In 2010 a 10-month hitchhiking trip from China to Britain took photographer Chloe Dewe Mathews to a part of the world she’d never seen. Now she is taking others there with her photographs.
Backed by the Peabody Museum’s Robert Gardner Fellowship in Photography, Dewe Mathews returned to the five countries bordering the Caspian Sea between 2010 and 2015, documenting on film the culture, customs, and inhabitants of the area, where deep reserves of oil, gas and other natural resources are inextricably linked to life.
The photos from those travels became the subject of Dewe Mathews’ award-winning book “Caspian: The Elements,” published in 2018 by Peabody Museum Press and Aperture.
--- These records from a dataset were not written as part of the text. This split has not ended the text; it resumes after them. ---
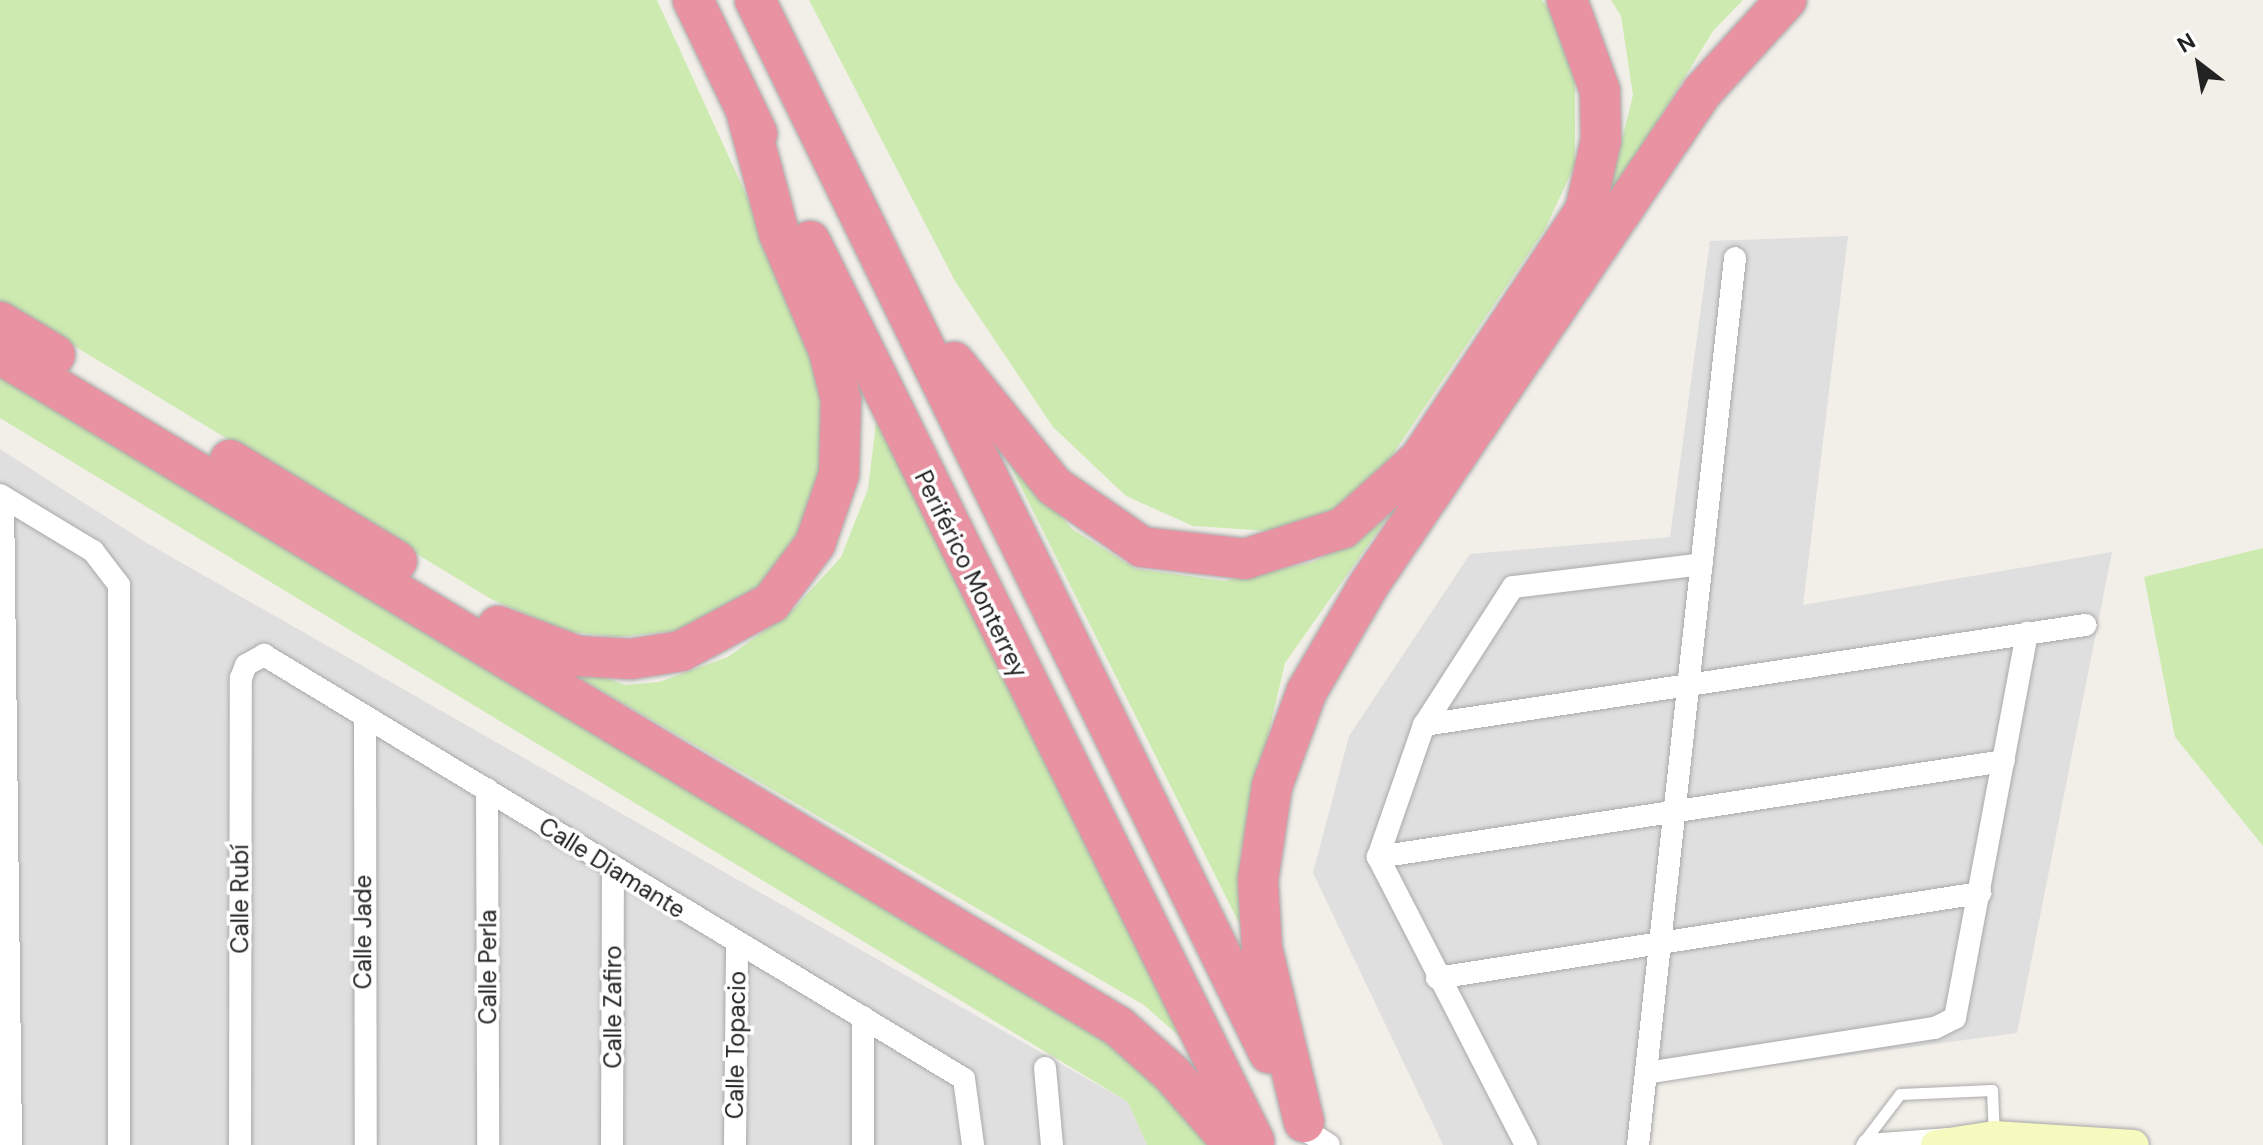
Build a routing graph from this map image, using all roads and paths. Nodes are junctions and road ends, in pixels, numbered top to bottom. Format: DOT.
graph roads {
  1 [pos="693,0"];
  2 [pos="755,0"];
  3 [pos="1567,0"];
  4 [pos="1786,0"];
  5 [pos="746,111"];
  6 [pos="869,232"];
  7 [pos="1735,258"];
  8 [pos="0,322"];
  9 [pos="0,354"];
  10 [pos="2,496"];
  11 [pos="1702,564"];
  12 [pos="2085,625"];
  13 [pos="2027,633"];
  14 [pos="254,657"];
  15 [pos="1688,687"];
  16 [pos="365,718"];
  17 [pos="1424,725"];
  18 [pos="2004,761"];
  19 [pos="487,789"];
  20 [pos="1675,814"];
  21 [pos="1378,857"];
  22 [pos="613,870"];
  23 [pos="1980,893"];
  24 [pos="737,945"];
  25 [pos="1660,946"];
  26 [pos="1437,978"];
  27 [pos="863,1017"];
  28 [pos="1045,1068"];
  29 [pos="1646,1073"];
  30 [pos="1315,1136"];
  31 [pos="1994,1140"];
  32 [pos="1948,1142"];
  33 [pos="11,1145"];
  34 [pos="119,1145"];
  35 [pos="240,1145"];
  36 [pos="366,1145"];
  37 [pos="488,1145"];
  38 [pos="612,1145"];
  39 [pos="735,1145"];
  40 [pos="863,1145"];
  41 [pos="973,1145"];
  42 [pos="1052,1145"];
  43 [pos="1234,1145"];
  44 [pos="1256,1145"];
  45 [pos="1526,1145"];
  46 [pos="1638,1145"];
  47 [pos="1861,1145"];
  48 [pos="1868,1145"];
  49 [pos="2134,1145"];
  1 -- 5 [label="highway, Periférico Monterrey"];
  2 -- 6 [label="highway"];
  3 -- 6 [label="highway"];
  4 -- 30 [label="highway"];
  5 -- 8 [label="highway"];
  5 -- 44 [label="highway, Periférico Monterrey"];
  6 -- 30 [label="highway"];
  7 -- 11 [label="street"];
  9 -- 43 [label="highway"];
  10 -- 33 [label="street"];
  10 -- 34 [label="street"];
  11 -- 15 [label="street"];
  11 -- 17 [label="street"];
  12 -- 13 [label="street"];
  13 -- 15 [label="street"];
  13 -- 18 [label="street"];
  14 -- 16 [label="street, Calle Diamante"];
  14 -- 35 [label="street, Calle Rubí"];
  15 -- 17 [label="street"];
  15 -- 20 [label="street"];
  16 -- 19 [label="street, Calle Diamante"];
  16 -- 36 [label="street, Calle Jade"];
  17 -- 21 [label="street"];
  18 -- 20 [label="street"];
  18 -- 23 [label="street"];
  19 -- 22 [label="street, Calle Diamante"];
  19 -- 37 [label="street, Calle Perla"];
  20 -- 21 [label="street"];
  20 -- 25 [label="street"];
  21 -- 26 [label="street"];
  22 -- 24 [label="street, Calle Diamante"];
  22 -- 38 [label="street, Calle Zafiro"];
  23 -- 25 [label="street"];
  23 -- 29 [label="street"];
  24 -- 27 [label="street, Calle Diamante"];
  24 -- 39 [label="street, Calle Topacio"];
  25 -- 26 [label="street"];
  25 -- 29 [label="street"];
  26 -- 45 [label="street"];
  27 -- 40 [label="street"];
  27 -- 41 [label="street, Calle Diamante"];
  28 -- 42 [label="street"];
  29 -- 46 [label="street"];
  31 -- 32 [label="street"];
  31 -- 47 [label="lane"];
  31 -- 49 [label="street"];
  32 -- 48 [label="street"];
}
An exhibition of the same name featuring close to 30 of her evocative images will be on view Saturday through Feb. 7, 2020, at Harvard’s Peabody Museum of Archaeology & Ethnology.
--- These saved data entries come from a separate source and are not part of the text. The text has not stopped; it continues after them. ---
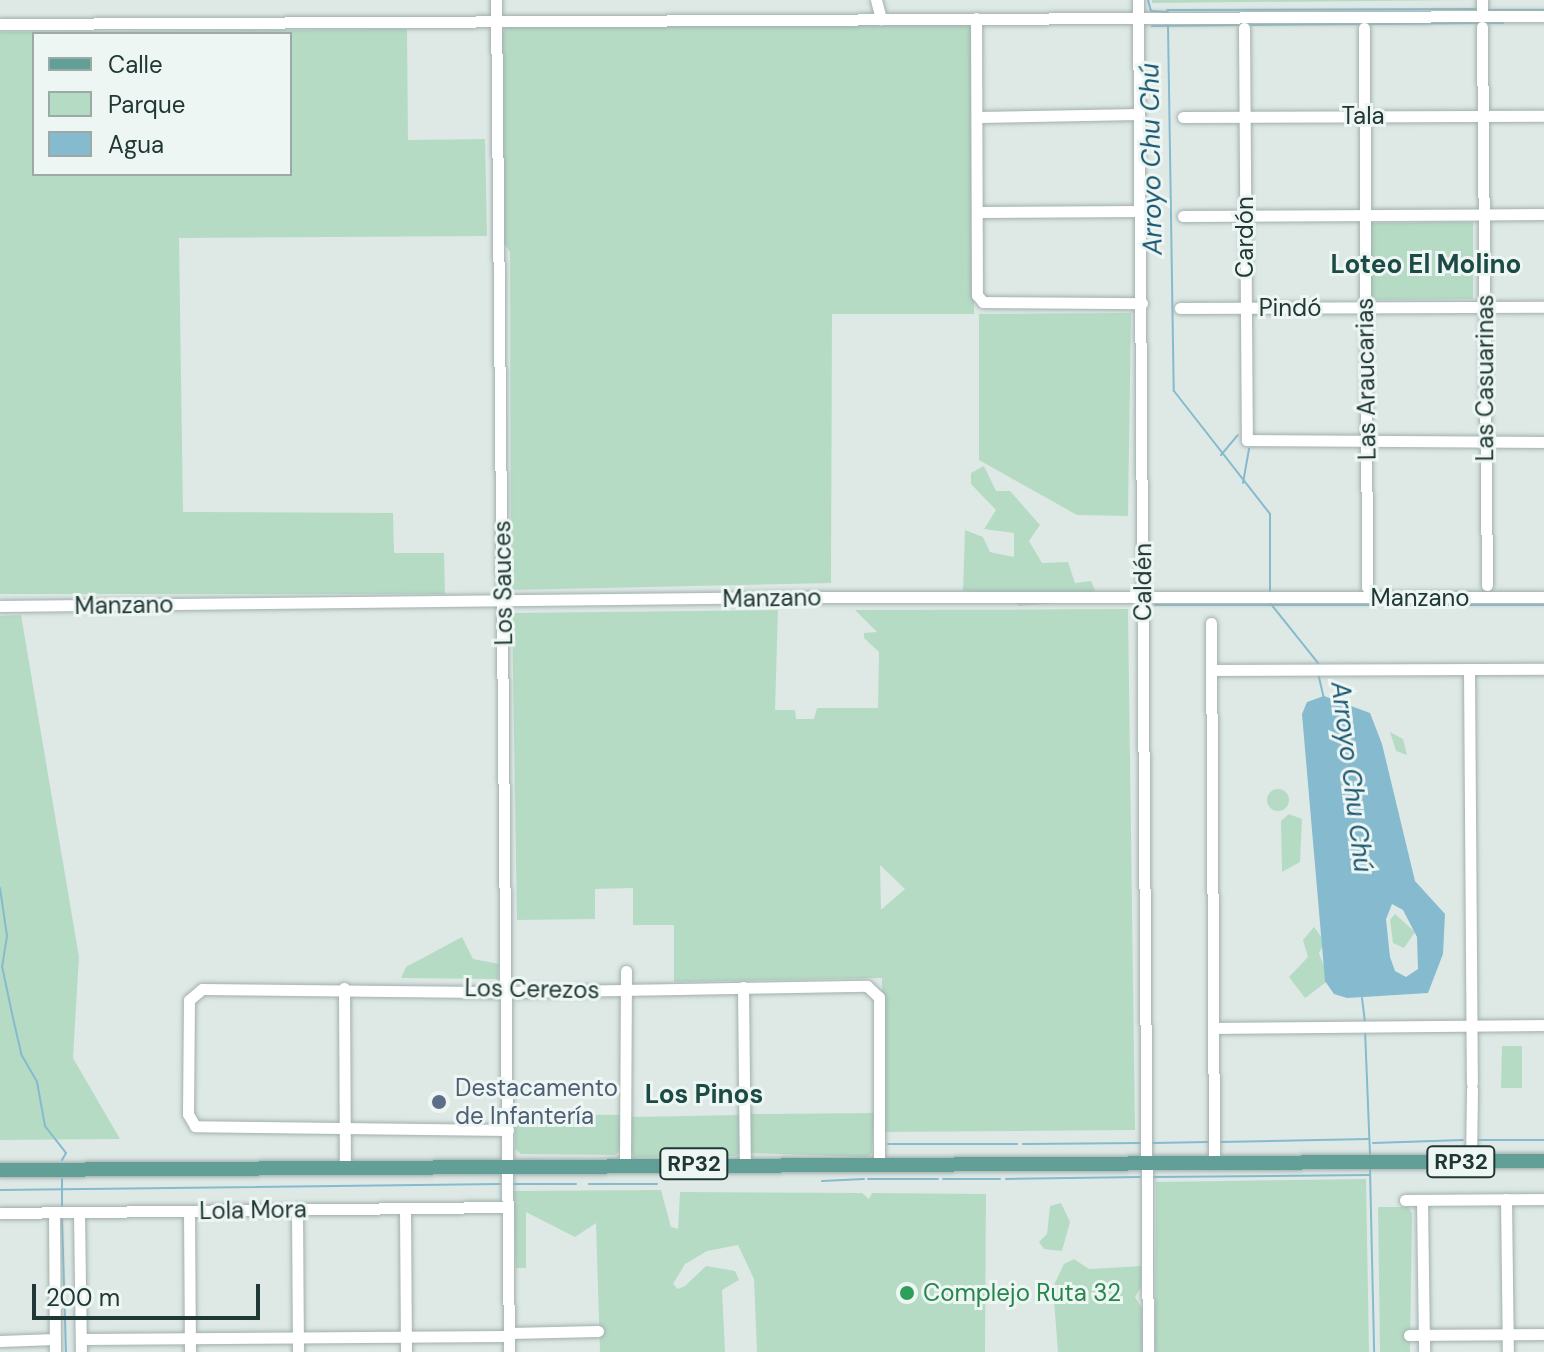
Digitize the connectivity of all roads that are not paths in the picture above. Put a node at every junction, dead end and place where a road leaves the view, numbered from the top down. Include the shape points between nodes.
1 (496, 0) edge
2 (876, 0) edge
3 (1138, 0) edge
4 (1482, 0) edge
5 (1138, 16) junction
6 (1544, 16) edge
7 (976, 18) junction
8 (881, 19) junction
9 (497, 22) junction
10 (1482, 22) junction
11 (0, 24) edge
12 (1244, 28) dead end
13 (1364, 28) dead end
14 (1139, 114) junction
15 (1482, 115) junction
16 (1364, 116) junction
17 (1544, 116) edge
18 (979, 117) junction
19 (1183, 117) dead end
20 (1245, 117) junction
21 (1140, 211) junction
22 (979, 212) junction
23 (1484, 214) junction
24 (1544, 214) edge
25 (1365, 215) junction
26 (1183, 216) dead end
27 (1245, 216) junction
28 (1142, 303) junction
29 (1544, 307) edge
30 (1180, 308) dead end
31 (1246, 308) junction
32 (1365, 308) junction
33 (1484, 308) junction
34 (1485, 442) junction
35 (1544, 442) edge
36 (1367, 443) junction
37 (1487, 585) dead end
38 (1367, 587) dead end
39 (1544, 597) edge
40 (1143, 598) junction
41 (503, 602) junction
42 (0, 606) edge
43 (1211, 623) dead end
44 (1469, 669) junction
45 (1544, 669) edge
46 (1211, 670) junction
47 (626, 971) dead end
48 (743, 987) junction
49 (344, 988) junction
50 (626, 990) junction
51 (506, 992) junction
52 (1544, 1028) edge
53 (1471, 1029) junction
54 (1213, 1031) junction
55 (508, 1130) junction
56 (346, 1131) junction
57 (1544, 1161) edge
58 (1471, 1162) junction
59 (625, 1163) junction
60 (1147, 1163) junction
61 (1214, 1163) junction
62 (879, 1164) junction
63 (745, 1165) junction
64 (508, 1166) junction
65 (345, 1168) junction
66 (0, 1170) edge
67 (1506, 1199) junction
68 (1544, 1199) edge
69 (1405, 1200) dead end
70 (1422, 1200) junction
71 (507, 1207) junction
72 (405, 1209) junction
73 (297, 1210) junction
74 (189, 1211) junction
75 (79, 1212) junction
76 (0, 1213) edge
77 (54, 1213) junction
78 (598, 1331) dead end
79 (509, 1334) junction
80 (1508, 1334) junction
81 (1544, 1334) edge
82 (1409, 1335) dead end
83 (1424, 1335) junction
84 (406, 1337) junction
85 (298, 1338) junction
86 (81, 1339) junction
87 (0, 1341) edge
88 (55, 1346) edge
89 (190, 1346) edge
90 (81, 1352) edge
91 (298, 1352) edge
92 (406, 1352) edge
93 (509, 1352) edge
94 (1148, 1352) edge
95 (1424, 1352) edge
96 (1508, 1352) edge

1 - 9 street, Los Sauces
2 - 8 street
3 - 5 street, Caldén
4 - 10 street, Las Casuarinas
5 - 7 street
5 - 10 street
5 - 14 street, Caldén
6 - 10 street
7 - 8 street
7 - 18 street
8 - 9 street
9 - 11 street
9 - 41 street, Los Sauces
10 - 15 street, Las Casuarinas
12 - 20 street, Cardón
13 - 16 street, Las Araucarias
14 - 18 street
14 - 21 street, Caldén
15 - 16 street, Tala
15 - 17 street, Tala
15 - 23 street, Las Casuarinas
16 - 20 street, Tala
16 - 25 street, Las Araucarias
18 - 22 street
19 - 20 street, Tala
20 - 27 street, Cardón
21 - 22 street
21 - 28 street, Caldén
22 - 28 street via 977,295 983,302
23 - 24 street
23 - 25 street
23 - 33 street, Las Casuarinas
25 - 27 street
25 - 32 street, Las Araucarias
26 - 27 street
27 - 31 street, Cardón
28 - 40 street, Caldén
29 - 33 street, Pindó
30 - 31 street, Pindó
31 - 32 street, Pindó
31 - 36 street, Cardón via 1245,436 1252,443
32 - 33 street, Pindó
32 - 36 street, Las Araucarias
33 - 34 street, Las Casuarinas
34 - 35 street
34 - 36 street
34 - 37 street, Las Casuarinas
36 - 38 street, Las Araucarias
39 - 40 street, Manzano
40 - 41 street, Manzano
40 - 60 street, Caldén
41 - 42 street, Manzano
41 - 51 street, Los Sauces
43 - 46 street
44 - 45 street
44 - 46 street
44 - 53 street
46 - 54 street
47 - 50 street
48 - 50 street, Los Cerezos
48 - 62 street, Los Cerezos via 871,988 879,997
48 - 63 street
49 - 51 street, Los Cerezos
49 - 56 street
49 - 56 street, Los Cerezos via 192,993 190,1123 200,1128
50 - 51 street, Los Cerezos
50 - 59 street
51 - 55 street, Los Sauces
52 - 53 street
53 - 54 street
53 - 58 street
54 - 61 street
55 - 56 street
55 - 64 street, Los Sauces
56 - 65 street
57 - 58 main road, RP32
58 - 61 main road, RP32
59 - 63 main road, RP32
59 - 64 main road, RP32
60 - 61 main road, RP32
60 - 62 main road, RP32
60 - 94 street, Caldén
62 - 63 main road, RP32
64 - 65 main road, RP32
64 - 71 street, Los Sauces
65 - 66 main road, RP32
67 - 68 street
67 - 70 street
67 - 80 street
69 - 70 street
70 - 83 street
71 - 72 street, Lola Mora
71 - 79 street, Los Sauces
72 - 73 street, Lola Mora
72 - 84 street
73 - 74 street, Lola Mora
73 - 85 street
74 - 75 street, Lola Mora
74 - 89 street
75 - 77 street, Lola Mora
75 - 86 street
76 - 77 street, Lola Mora
77 - 88 street
78 - 79 street
79 - 84 street
79 - 93 street, Los Sauces
80 - 81 street
80 - 83 street
80 - 96 street
82 - 83 street
83 - 95 street
84 - 85 street
84 - 92 street
85 - 89 street
85 - 91 street
86 - 89 street
86 - 90 street
87 - 88 street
“I just became very interested in that area, wandering up and down taking photographs of people relating to the sea, coming to this body of water for various reasons,” said Dewe Mathews, whose research-intensive documentary projects often reflect people’s relationship to the landscape. Her work matches the mission of the Harvard fellowship — named in honor of the late author, anthropologist, and documentarian Robert Gardner — to help an established photographer “create and subsequently publish through the Peabody Museum a major book of photographs on the human condition anywhere in the world.”
While traversing Iran, Kazakhstan, Azerbaijan, Turkmenistan, Russia, and Iran, Dewe Mathews let the elements guide her lens. Struck first by the region’s abundance of oil and gas, she initially sought out “unexpected stories” that could help explain “the effects and consequences of this great potency in the region.” A type of brutal beauty defines much of what she found. Haunting pictures from Naftalan, Azerbaijan, show men and women bathing in crude oil at the local sanatorium, a practice said to carry medicinal benefits.